> _What is expected_
Check each line below for the word "junctions", and copy those that have it.

Supplied data Block Start

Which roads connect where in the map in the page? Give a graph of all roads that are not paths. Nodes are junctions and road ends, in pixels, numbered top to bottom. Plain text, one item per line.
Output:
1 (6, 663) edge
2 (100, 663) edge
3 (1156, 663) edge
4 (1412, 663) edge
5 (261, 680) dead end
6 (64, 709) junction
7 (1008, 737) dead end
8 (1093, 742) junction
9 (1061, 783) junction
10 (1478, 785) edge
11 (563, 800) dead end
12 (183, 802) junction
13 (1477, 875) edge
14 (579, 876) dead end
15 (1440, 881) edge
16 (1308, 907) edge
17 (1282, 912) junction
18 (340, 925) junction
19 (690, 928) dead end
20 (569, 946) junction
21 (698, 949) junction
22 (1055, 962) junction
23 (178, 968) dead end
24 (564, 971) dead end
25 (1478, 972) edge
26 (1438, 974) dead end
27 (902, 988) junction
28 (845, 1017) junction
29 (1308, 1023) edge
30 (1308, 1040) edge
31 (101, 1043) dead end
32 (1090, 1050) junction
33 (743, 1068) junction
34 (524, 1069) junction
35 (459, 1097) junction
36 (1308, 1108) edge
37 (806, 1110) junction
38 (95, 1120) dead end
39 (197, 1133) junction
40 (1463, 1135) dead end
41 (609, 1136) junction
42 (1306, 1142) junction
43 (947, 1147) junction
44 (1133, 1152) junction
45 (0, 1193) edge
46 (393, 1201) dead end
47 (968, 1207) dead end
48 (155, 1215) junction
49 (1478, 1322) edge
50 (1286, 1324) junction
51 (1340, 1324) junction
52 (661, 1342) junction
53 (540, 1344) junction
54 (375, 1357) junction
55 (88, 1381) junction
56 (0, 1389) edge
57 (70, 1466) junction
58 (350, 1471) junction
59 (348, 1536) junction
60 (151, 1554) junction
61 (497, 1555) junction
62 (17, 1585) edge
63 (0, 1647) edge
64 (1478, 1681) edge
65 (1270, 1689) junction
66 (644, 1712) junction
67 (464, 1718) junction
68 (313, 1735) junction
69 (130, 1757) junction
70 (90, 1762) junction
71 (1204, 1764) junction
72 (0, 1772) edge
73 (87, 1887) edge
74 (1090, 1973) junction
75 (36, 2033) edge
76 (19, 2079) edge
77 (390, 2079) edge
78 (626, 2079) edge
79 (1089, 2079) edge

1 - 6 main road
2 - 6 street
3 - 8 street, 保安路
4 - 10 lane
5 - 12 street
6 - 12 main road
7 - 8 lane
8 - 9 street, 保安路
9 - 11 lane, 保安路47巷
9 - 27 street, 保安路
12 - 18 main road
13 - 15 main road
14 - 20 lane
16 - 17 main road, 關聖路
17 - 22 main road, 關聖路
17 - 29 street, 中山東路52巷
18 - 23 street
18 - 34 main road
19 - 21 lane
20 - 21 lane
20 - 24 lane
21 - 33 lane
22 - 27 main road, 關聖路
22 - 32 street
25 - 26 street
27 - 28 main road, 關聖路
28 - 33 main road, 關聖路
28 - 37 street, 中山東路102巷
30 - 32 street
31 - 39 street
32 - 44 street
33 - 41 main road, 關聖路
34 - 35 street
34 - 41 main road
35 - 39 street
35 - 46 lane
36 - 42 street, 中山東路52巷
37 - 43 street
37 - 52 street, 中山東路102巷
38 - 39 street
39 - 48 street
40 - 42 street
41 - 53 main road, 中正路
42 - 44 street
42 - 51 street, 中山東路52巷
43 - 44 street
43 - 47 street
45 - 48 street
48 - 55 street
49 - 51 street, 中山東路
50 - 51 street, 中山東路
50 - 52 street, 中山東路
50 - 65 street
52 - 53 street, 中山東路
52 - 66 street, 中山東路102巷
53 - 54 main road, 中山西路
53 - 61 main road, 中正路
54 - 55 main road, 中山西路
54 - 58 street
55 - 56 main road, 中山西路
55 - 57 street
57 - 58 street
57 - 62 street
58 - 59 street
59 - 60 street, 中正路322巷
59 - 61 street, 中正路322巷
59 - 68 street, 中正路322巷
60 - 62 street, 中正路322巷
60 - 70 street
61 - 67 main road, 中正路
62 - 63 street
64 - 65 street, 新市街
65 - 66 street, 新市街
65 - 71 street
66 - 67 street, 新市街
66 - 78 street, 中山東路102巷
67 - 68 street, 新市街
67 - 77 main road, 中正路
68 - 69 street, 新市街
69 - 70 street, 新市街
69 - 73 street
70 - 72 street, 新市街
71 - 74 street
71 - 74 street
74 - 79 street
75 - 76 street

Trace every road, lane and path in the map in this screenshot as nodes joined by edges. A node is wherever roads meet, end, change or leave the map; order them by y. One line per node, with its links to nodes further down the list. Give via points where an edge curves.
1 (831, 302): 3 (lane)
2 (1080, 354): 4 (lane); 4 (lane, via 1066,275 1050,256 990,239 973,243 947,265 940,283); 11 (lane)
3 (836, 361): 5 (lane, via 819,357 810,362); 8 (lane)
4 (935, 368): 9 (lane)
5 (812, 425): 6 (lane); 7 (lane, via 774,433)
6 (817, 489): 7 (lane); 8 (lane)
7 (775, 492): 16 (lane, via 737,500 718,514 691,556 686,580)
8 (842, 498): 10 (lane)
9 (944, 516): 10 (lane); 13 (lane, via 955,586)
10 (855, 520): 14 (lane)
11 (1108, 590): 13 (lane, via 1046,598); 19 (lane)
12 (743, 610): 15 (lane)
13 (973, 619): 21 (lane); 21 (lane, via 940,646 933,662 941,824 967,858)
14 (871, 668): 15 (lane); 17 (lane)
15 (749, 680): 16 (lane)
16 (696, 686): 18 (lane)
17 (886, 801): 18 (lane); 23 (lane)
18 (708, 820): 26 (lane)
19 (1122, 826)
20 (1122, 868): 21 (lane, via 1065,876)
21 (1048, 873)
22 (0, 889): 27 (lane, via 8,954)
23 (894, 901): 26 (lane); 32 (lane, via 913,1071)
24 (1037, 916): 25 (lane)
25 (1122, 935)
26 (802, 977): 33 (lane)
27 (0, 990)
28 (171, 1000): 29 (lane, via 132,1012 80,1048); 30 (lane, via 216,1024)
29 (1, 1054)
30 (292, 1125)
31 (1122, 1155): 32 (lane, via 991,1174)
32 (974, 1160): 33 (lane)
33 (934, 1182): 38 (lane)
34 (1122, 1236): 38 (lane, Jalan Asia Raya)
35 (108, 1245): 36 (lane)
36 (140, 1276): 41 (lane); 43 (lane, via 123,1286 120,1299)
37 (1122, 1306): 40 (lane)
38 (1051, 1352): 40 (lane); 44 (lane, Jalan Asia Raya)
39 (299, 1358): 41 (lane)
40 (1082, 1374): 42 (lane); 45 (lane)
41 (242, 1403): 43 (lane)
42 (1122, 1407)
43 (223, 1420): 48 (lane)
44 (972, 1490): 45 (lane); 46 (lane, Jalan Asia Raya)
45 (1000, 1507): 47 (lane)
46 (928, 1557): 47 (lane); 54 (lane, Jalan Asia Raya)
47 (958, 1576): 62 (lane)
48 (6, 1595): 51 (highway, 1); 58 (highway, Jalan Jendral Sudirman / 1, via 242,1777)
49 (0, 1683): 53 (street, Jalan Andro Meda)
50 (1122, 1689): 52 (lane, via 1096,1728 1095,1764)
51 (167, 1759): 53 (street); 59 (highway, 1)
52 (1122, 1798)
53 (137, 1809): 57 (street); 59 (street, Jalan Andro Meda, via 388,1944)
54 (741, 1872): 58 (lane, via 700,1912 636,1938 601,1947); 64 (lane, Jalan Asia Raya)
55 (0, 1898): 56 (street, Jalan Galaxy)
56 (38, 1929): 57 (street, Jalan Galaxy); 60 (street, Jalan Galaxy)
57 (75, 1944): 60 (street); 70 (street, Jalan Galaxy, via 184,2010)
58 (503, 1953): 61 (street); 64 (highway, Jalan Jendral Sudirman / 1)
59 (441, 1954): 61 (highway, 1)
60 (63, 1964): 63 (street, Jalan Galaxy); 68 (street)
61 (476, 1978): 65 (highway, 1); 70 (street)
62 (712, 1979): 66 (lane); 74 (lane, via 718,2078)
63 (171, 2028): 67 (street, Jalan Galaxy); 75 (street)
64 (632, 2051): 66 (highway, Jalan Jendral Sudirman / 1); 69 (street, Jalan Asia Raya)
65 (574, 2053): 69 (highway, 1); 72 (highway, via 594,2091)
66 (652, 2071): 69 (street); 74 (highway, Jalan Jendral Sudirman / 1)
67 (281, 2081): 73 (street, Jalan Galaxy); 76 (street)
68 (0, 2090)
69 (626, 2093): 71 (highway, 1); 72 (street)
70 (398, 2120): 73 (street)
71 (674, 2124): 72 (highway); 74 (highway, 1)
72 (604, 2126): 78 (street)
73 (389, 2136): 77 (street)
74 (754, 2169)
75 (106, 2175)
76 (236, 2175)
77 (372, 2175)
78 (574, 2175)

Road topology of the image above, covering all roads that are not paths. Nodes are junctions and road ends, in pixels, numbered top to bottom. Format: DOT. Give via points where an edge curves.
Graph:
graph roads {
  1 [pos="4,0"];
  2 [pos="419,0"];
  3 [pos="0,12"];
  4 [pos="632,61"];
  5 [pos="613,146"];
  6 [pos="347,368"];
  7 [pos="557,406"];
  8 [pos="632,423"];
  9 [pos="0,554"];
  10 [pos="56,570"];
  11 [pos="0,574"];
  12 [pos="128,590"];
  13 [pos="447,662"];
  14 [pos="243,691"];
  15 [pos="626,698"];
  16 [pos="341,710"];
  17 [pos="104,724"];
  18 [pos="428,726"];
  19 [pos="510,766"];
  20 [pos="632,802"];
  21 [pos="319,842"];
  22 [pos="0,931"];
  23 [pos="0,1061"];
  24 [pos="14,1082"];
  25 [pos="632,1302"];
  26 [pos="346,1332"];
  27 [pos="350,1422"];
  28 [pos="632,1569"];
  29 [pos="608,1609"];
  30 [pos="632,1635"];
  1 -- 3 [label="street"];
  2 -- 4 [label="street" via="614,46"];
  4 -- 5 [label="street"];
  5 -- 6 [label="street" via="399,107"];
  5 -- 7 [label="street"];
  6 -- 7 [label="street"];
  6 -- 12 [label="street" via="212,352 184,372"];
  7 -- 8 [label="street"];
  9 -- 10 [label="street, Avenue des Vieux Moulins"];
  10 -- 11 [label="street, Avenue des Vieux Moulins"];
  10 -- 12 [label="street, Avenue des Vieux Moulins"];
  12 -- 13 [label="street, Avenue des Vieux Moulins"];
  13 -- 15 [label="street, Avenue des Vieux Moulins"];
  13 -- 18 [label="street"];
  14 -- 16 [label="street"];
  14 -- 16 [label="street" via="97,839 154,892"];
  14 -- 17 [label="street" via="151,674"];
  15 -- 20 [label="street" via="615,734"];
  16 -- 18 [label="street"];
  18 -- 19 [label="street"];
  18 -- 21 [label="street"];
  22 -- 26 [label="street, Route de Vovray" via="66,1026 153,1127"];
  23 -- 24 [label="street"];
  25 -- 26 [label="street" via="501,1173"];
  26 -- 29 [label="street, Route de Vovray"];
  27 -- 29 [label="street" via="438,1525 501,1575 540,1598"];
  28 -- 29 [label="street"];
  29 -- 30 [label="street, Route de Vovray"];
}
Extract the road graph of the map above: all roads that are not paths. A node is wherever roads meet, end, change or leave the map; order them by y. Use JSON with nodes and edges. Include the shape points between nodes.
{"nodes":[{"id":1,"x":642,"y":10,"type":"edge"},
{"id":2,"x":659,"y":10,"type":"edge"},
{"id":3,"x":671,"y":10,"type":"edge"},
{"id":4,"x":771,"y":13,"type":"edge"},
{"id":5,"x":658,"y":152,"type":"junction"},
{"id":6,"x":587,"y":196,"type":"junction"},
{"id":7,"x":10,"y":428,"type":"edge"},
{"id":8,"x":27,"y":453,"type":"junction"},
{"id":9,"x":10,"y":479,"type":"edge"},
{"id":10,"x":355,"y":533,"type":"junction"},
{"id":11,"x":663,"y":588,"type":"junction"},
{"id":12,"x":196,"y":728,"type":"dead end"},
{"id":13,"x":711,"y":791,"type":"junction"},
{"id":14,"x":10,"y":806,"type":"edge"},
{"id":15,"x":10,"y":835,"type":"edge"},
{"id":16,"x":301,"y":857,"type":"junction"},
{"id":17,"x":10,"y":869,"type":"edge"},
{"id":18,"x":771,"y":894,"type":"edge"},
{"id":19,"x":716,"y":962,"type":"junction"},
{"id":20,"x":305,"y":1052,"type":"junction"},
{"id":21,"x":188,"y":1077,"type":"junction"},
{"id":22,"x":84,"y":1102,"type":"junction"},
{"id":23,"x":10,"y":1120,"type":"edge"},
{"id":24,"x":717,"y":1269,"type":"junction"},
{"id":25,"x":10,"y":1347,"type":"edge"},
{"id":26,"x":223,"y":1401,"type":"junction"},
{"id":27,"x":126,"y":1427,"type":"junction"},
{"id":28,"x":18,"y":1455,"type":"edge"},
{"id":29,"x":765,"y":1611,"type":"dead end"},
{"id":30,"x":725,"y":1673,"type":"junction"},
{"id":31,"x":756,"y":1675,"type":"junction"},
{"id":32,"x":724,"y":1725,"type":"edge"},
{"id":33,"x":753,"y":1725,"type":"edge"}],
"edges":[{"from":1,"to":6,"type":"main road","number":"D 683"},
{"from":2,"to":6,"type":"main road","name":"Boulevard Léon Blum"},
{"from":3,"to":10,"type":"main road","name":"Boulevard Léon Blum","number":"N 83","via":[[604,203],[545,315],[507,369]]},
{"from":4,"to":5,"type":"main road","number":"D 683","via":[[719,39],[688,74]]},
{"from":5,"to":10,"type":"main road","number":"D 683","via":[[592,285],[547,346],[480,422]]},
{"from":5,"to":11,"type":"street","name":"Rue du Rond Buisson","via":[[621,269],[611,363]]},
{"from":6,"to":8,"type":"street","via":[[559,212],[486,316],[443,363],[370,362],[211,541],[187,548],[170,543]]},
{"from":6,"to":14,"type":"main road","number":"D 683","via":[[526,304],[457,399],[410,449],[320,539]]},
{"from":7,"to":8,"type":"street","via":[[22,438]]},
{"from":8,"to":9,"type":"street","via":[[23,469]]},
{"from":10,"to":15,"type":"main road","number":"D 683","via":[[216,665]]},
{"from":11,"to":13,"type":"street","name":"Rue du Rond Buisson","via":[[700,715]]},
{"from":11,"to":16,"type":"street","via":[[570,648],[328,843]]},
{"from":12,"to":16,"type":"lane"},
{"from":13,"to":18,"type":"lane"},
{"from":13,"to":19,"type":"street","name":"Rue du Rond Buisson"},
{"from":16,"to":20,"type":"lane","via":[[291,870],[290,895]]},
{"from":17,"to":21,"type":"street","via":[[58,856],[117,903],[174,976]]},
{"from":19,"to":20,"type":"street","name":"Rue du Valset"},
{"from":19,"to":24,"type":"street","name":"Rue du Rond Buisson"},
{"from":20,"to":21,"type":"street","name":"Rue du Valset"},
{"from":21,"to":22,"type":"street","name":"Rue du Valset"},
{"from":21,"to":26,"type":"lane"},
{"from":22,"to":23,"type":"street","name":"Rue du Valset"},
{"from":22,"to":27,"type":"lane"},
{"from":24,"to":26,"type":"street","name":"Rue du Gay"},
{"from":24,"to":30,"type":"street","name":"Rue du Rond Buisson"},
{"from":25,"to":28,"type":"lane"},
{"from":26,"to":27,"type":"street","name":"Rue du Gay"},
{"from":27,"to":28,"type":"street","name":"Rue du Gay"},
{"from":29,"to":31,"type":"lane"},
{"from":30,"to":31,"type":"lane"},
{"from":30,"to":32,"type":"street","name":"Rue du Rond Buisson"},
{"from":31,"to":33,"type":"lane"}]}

Supplied data Block End

> _Worked solution_
Which roads connect where in the map in the page? Give a graph of all roads that are not paths. Nodes are junctions and road ends, in pixels, numbered top to bottom. Plain text, one item per line.
Road topology of the image above, covering all roads that are not paths. Nodes are junctions and road ends, in pixels, numbered top to bottom. Format: DOT. Give via points where an edge curves.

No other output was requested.